As I said, This is just a idea, I don't have details, but I'm sure others here can complement or criticize my idea.
But my real advice is to rethink the whole project. It makes no sense to read tabular data on binary files stored on a cell of a row of a table on database.
This looks like an "I wouldn't start from here" kind of a question.
The "install Excel on the server and start coding" answer looks like the only route, but it simply has to be worth exploring alternatives first: it's going to be painful, expensive and time-consuming.
I strongly feel that we're looking at a "requirement" that is the answer to the wrong problem.
What business problem is creating this need? What's driving that? Try the Five Whys as a possible way to explore the history.
It sounds like you're trying to store an entire database table inside a spreadsheet and then inside a single table's field. Wouldn't it be simpler to store the data in a database table to begin with and then export it as an XLS when required?
Without opening up an instance Excel and having Excel resolve worksheet references I'm not sure it's doable at all.

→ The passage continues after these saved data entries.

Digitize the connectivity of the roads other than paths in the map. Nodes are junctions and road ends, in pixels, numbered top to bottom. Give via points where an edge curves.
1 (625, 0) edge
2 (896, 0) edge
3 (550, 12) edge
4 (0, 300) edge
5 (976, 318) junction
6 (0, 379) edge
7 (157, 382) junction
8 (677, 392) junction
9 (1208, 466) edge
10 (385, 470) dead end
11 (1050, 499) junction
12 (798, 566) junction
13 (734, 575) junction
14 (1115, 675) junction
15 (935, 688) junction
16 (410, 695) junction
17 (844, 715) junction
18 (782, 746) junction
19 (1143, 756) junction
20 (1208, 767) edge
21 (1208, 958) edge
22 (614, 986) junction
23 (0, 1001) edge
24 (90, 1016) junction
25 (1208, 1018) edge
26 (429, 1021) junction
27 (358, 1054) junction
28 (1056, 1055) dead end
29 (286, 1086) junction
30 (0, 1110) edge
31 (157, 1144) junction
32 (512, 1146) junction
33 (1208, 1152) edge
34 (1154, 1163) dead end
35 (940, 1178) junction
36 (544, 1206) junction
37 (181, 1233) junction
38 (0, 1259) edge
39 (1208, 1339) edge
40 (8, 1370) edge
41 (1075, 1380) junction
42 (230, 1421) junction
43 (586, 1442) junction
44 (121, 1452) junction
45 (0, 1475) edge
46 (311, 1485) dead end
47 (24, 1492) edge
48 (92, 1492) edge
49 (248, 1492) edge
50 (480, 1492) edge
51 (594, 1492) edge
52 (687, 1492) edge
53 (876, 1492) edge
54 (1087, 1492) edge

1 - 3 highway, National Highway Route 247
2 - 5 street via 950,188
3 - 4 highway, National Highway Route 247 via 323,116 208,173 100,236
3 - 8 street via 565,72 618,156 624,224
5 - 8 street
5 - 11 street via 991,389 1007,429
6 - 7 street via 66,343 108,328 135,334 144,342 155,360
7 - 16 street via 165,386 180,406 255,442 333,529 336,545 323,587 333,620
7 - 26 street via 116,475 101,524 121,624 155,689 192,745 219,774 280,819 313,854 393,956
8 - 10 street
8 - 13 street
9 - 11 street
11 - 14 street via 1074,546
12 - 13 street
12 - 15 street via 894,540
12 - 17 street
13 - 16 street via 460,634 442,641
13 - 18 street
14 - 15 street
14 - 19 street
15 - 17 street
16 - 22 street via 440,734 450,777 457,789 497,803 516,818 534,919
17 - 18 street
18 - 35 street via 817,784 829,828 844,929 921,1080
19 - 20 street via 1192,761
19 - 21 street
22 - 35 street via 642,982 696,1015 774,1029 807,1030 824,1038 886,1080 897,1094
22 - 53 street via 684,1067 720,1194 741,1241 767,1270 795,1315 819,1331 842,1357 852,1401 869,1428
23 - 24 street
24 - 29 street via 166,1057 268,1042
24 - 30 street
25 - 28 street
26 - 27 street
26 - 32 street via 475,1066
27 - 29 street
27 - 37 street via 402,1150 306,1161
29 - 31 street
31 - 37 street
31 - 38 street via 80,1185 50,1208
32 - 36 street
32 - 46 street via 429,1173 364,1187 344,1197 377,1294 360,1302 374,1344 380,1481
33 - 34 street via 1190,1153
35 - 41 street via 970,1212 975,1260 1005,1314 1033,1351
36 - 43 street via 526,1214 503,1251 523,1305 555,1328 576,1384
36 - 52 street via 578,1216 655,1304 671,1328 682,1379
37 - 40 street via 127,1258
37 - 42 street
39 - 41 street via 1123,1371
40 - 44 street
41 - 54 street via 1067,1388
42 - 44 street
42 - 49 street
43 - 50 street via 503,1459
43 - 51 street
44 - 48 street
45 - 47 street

Could you write the varbinary to a Raw File Destination? And then use an Excel Source as your input to whatever step is next in your precedence constraints.
I haven't tried it, but that's what I would try.
Well, the whole setup seems a bit twisted :-) as others have already pointed out.
If you really cannot change the requirements and the whole setup: why don't you explore components such as Aspose.Cells or Syncfusion XlsIO, native .NET components, that allow you to read and interpret native Excel (XLS) files. I'm pretty such with either of the two, you should be able to read your binary Excel into a MemoryStream and then feed that into one of those Excel-reading components, and off you go.
So with a bit of .NET development and SQL CLR, I guess this should be doable - not sure if it's the best way to do it, but it should work.